Although diet and exercise are the primary treatments for obesity, medications can be used as a supplement to aid in weight loss. Some of the drugs used to treat obesity include orlistat, liraglutide, phentermine, and naltrexone/bupropion (21). However, these medications often come with various side effects such as blood pressure fluctuations and flatulence (22). These drugs only act on the level of absorption and at the level of hormone itself but do not address the root issue of the signalling. The potential health benefits of flaxseeds in relation to obesity have received particular attention. Flaxseeds are small brown or golden seeds high in fibre, omega-3 fatty acids, lignans, and other bioactive compounds. They have been used for thousands of years for medicinal purposes and have been shown to have a variety of health benefits, including improved digestive health, reduced inflammation, and lower cholesterol levels. Flaxseeds have also been investigated for their potential role in obesity prevention and management (23). Keeping this in view, we have taken the flaxseed compounds as the ligands of study. It is important to note that these medications primarily act on absorption or hormone levels and do not address the underlying signalling issue. Taking this into consideration, our study focusses on the investigation of flaxseed compounds as potential ligands.
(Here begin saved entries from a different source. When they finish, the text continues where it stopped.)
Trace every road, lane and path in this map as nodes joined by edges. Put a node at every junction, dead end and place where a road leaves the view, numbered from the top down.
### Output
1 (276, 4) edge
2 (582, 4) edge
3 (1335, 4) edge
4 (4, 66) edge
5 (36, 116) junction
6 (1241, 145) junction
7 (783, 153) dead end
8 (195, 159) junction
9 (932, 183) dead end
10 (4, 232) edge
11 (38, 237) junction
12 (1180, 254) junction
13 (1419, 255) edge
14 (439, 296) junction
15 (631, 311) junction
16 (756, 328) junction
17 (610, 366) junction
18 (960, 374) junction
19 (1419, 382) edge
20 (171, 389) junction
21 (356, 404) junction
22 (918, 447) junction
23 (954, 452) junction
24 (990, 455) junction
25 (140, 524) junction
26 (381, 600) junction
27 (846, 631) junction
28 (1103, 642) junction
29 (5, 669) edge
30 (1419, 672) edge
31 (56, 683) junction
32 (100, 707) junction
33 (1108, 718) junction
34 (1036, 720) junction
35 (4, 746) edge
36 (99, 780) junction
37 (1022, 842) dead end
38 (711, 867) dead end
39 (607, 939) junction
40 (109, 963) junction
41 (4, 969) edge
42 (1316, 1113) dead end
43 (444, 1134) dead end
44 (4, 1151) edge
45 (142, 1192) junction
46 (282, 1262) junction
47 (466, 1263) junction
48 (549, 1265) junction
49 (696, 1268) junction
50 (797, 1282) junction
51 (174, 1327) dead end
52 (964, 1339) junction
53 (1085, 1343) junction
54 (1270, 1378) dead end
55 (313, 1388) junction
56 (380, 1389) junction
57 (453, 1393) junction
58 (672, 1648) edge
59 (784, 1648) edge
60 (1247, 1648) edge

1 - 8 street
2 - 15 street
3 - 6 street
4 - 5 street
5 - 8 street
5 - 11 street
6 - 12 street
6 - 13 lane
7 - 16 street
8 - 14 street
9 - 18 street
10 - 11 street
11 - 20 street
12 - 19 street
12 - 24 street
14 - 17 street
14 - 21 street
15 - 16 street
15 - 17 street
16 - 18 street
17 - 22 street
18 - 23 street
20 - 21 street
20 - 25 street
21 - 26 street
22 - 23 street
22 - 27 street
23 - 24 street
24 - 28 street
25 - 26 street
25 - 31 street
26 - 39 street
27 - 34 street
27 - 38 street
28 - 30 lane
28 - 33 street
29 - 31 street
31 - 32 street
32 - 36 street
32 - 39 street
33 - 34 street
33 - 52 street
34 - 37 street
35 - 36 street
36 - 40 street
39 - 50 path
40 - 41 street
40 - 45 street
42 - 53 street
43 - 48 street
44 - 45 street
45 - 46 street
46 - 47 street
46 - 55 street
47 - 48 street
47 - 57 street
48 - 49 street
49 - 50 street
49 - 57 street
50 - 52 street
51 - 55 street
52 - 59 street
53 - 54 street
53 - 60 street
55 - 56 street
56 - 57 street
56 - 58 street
The flax seed compounds ALA, also known as α-linolenic acid and Secoisolariciresinol diglucoside (SDG) were reported to have health benefits. ALA is a naturally occurring antioxidant found in foods such as spinach, broccoli, and potatoes. Some studies suggest that ALA may have weight loss and obesity benefits by improving insulin sensitivity. However, more research is needed to fully understand its effects, determine optimal dosages, and treatment duration (24). SDG is a compound found in flaxseeds and other plant-based foods. It has been studied for its potential role in weight management. There is evidence suggesting that SDG may aid in weight management for obese individuals. For instance, one study found that SDG supplementation led to reductions in body weight, BMI, and waist circumference in overweight and obese postmenopausal women. However, further research is necessary to validate these findings and establish optimal dosages and treatment durations for SDG supplementation (25). Hence this study aims to study the anti-obesity activity of flaxseed components especially Secoisolariciresinol diglucoside (SDG) and Alpha Linolenic acid (ALA) through in silico methods by assessing the binding capability of the selected compounds with the target protein SOCS3.